■ **Given records**:

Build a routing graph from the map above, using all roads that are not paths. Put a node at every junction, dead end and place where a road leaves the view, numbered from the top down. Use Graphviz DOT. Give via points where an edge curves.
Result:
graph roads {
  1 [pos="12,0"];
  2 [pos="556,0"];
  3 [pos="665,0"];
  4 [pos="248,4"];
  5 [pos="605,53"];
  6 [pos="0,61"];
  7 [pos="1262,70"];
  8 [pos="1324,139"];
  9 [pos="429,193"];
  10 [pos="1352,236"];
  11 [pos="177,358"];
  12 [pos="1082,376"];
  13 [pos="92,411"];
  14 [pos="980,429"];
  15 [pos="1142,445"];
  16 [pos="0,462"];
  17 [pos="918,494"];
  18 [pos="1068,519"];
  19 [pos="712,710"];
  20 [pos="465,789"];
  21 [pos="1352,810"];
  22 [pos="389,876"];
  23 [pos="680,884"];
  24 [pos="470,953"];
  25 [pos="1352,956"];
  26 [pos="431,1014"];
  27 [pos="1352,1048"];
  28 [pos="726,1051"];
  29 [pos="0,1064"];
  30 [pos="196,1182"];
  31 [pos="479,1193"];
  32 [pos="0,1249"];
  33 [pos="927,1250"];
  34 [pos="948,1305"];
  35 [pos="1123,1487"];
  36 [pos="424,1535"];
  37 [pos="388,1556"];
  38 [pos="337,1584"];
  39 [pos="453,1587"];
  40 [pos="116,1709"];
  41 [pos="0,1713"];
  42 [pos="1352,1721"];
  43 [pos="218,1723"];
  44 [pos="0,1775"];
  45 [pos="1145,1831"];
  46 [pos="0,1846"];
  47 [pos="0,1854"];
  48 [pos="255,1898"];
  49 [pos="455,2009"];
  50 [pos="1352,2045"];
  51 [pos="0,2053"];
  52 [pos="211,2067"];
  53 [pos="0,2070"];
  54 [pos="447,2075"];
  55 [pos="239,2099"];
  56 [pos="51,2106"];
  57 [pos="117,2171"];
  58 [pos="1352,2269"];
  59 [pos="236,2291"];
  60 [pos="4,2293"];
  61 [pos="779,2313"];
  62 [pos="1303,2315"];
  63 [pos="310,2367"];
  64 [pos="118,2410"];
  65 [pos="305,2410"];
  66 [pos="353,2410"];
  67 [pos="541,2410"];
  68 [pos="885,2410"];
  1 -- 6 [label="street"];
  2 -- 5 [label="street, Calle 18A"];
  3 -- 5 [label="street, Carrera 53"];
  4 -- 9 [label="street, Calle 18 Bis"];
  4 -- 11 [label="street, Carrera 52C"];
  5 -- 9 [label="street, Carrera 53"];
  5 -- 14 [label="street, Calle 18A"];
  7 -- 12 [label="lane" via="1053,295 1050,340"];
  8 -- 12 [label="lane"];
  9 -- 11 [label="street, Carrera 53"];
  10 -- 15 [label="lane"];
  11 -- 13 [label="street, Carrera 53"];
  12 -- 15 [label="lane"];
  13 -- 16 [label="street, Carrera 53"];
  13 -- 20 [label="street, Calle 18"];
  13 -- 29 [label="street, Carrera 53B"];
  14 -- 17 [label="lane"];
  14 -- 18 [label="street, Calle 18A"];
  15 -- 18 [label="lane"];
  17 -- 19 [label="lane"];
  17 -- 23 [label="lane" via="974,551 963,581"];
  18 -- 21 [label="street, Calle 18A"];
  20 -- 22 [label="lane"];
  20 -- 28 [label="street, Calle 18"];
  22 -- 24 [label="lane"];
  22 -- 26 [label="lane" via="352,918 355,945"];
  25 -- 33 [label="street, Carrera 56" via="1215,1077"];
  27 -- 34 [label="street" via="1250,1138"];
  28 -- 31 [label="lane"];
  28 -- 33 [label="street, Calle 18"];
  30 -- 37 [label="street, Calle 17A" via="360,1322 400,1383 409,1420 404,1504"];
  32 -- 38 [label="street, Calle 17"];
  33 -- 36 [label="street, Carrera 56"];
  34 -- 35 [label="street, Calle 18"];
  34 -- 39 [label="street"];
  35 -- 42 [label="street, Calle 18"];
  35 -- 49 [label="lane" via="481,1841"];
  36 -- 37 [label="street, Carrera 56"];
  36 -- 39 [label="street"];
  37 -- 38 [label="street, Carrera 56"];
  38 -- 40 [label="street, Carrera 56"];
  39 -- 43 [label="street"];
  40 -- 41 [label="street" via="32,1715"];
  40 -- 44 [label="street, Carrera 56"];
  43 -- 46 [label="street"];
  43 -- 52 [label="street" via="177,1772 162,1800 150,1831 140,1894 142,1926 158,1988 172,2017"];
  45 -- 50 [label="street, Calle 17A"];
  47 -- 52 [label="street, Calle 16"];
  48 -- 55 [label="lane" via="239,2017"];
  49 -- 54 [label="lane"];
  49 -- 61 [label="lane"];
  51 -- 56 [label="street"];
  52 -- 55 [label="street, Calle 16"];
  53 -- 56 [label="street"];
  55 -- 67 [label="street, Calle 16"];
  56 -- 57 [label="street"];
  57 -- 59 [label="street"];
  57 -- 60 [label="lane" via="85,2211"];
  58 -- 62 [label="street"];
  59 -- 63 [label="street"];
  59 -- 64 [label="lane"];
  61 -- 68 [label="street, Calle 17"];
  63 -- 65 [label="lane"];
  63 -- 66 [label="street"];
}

■ **What the task asks**:
The response should consist of all the entries, copied without any alteration.

■ **Finished exercise**:
Build a routing graph from the map above, using all roads that are not paths. Put a node at every junction, dead end and place where a road leaves the view, numbered from the top down. Use Graphviz DOT. Give via points where an edge curves.
Result:
graph roads {
  1 [pos="12,0"];
  2 [pos="556,0"];
  3 [pos="665,0"];
  4 [pos="248,4"];
  5 [pos="605,53"];
  6 [pos="0,61"];
  7 [pos="1262,70"];
  8 [pos="1324,139"];
  9 [pos="429,193"];
  10 [pos="1352,236"];
  11 [pos="177,358"];
  12 [pos="1082,376"];
  13 [pos="92,411"];
  14 [pos="980,429"];
  15 [pos="1142,445"];
  16 [pos="0,462"];
  17 [pos="918,494"];
  18 [pos="1068,519"];
  19 [pos="712,710"];
  20 [pos="465,789"];
  21 [pos="1352,810"];
  22 [pos="389,876"];
  23 [pos="680,884"];
  24 [pos="470,953"];
  25 [pos="1352,956"];
  26 [pos="431,1014"];
  27 [pos="1352,1048"];
  28 [pos="726,1051"];
  29 [pos="0,1064"];
  30 [pos="196,1182"];
  31 [pos="479,1193"];
  32 [pos="0,1249"];
  33 [pos="927,1250"];
  34 [pos="948,1305"];
  35 [pos="1123,1487"];
  36 [pos="424,1535"];
  37 [pos="388,1556"];
  38 [pos="337,1584"];
  39 [pos="453,1587"];
  40 [pos="116,1709"];
  41 [pos="0,1713"];
  42 [pos="1352,1721"];
  43 [pos="218,1723"];
  44 [pos="0,1775"];
  45 [pos="1145,1831"];
  46 [pos="0,1846"];
  47 [pos="0,1854"];
  48 [pos="255,1898"];
  49 [pos="455,2009"];
  50 [pos="1352,2045"];
  51 [pos="0,2053"];
  52 [pos="211,2067"];
  53 [pos="0,2070"];
  54 [pos="447,2075"];
  55 [pos="239,2099"];
  56 [pos="51,2106"];
  57 [pos="117,2171"];
  58 [pos="1352,2269"];
  59 [pos="236,2291"];
  60 [pos="4,2293"];
  61 [pos="779,2313"];
  62 [pos="1303,2315"];
  63 [pos="310,2367"];
  64 [pos="118,2410"];
  65 [pos="305,2410"];
  66 [pos="353,2410"];
  67 [pos="541,2410"];
  68 [pos="885,2410"];
  1 -- 6 [label="street"];
  2 -- 5 [label="street, Calle 18A"];
  3 -- 5 [label="street, Carrera 53"];
  4 -- 9 [label="street, Calle 18 Bis"];
  4 -- 11 [label="street, Carrera 52C"];
  5 -- 9 [label="street, Carrera 53"];
  5 -- 14 [label="street, Calle 18A"];
  7 -- 12 [label="lane" via="1053,295 1050,340"];
  8 -- 12 [label="lane"];
  9 -- 11 [label="street, Carrera 53"];
  10 -- 15 [label="lane"];
  11 -- 13 [label="street, Carrera 53"];
  12 -- 15 [label="lane"];
  13 -- 16 [label="street, Carrera 53"];
  13 -- 20 [label="street, Calle 18"];
  13 -- 29 [label="street, Carrera 53B"];
  14 -- 17 [label="lane"];
  14 -- 18 [label="street, Calle 18A"];
  15 -- 18 [label="lane"];
  17 -- 19 [label="lane"];
  17 -- 23 [label="lane" via="974,551 963,581"];
  18 -- 21 [label="street, Calle 18A"];
  20 -- 22 [label="lane"];
  20 -- 28 [label="street, Calle 18"];
  22 -- 24 [label="lane"];
  22 -- 26 [label="lane" via="352,918 355,945"];
  25 -- 33 [label="street, Carrera 56" via="1215,1077"];
  27 -- 34 [label="street" via="1250,1138"];
  28 -- 31 [label="lane"];
  28 -- 33 [label="street, Calle 18"];
  30 -- 37 [label="street, Calle 17A" via="360,1322 400,1383 409,1420 404,1504"];
  32 -- 38 [label="street, Calle 17"];
  33 -- 36 [label="street, Carrera 56"];
  34 -- 35 [label="street, Calle 18"];
  34 -- 39 [label="street"];
  35 -- 42 [label="street, Calle 18"];
  35 -- 49 [label="lane" via="481,1841"];
  36 -- 37 [label="street, Carrera 56"];
  36 -- 39 [label="street"];
  37 -- 38 [label="street, Carrera 56"];
  38 -- 40 [label="street, Carrera 56"];
  39 -- 43 [label="street"];
  40 -- 41 [label="street" via="32,1715"];
  40 -- 44 [label="street, Carrera 56"];
  43 -- 46 [label="street"];
  43 -- 52 [label="street" via="177,1772 162,1800 150,1831 140,1894 142,1926 158,1988 172,2017"];
  45 -- 50 [label="street, Calle 17A"];
  47 -- 52 [label="street, Calle 16"];
  48 -- 55 [label="lane" via="239,2017"];
  49 -- 54 [label="lane"];
  49 -- 61 [label="lane"];
  51 -- 56 [label="street"];
  52 -- 55 [label="street, Calle 16"];
  53 -- 56 [label="street"];
  55 -- 67 [label="street, Calle 16"];
  56 -- 57 [label="street"];
  57 -- 59 [label="street"];
  57 -- 60 [label="lane" via="85,2211"];
  58 -- 62 [label="street"];
  59 -- 63 [label="street"];
  59 -- 64 [label="lane"];
  61 -- 68 [label="street, Calle 17"];
  63 -- 65 [label="lane"];
  63 -- 66 [label="street"];
}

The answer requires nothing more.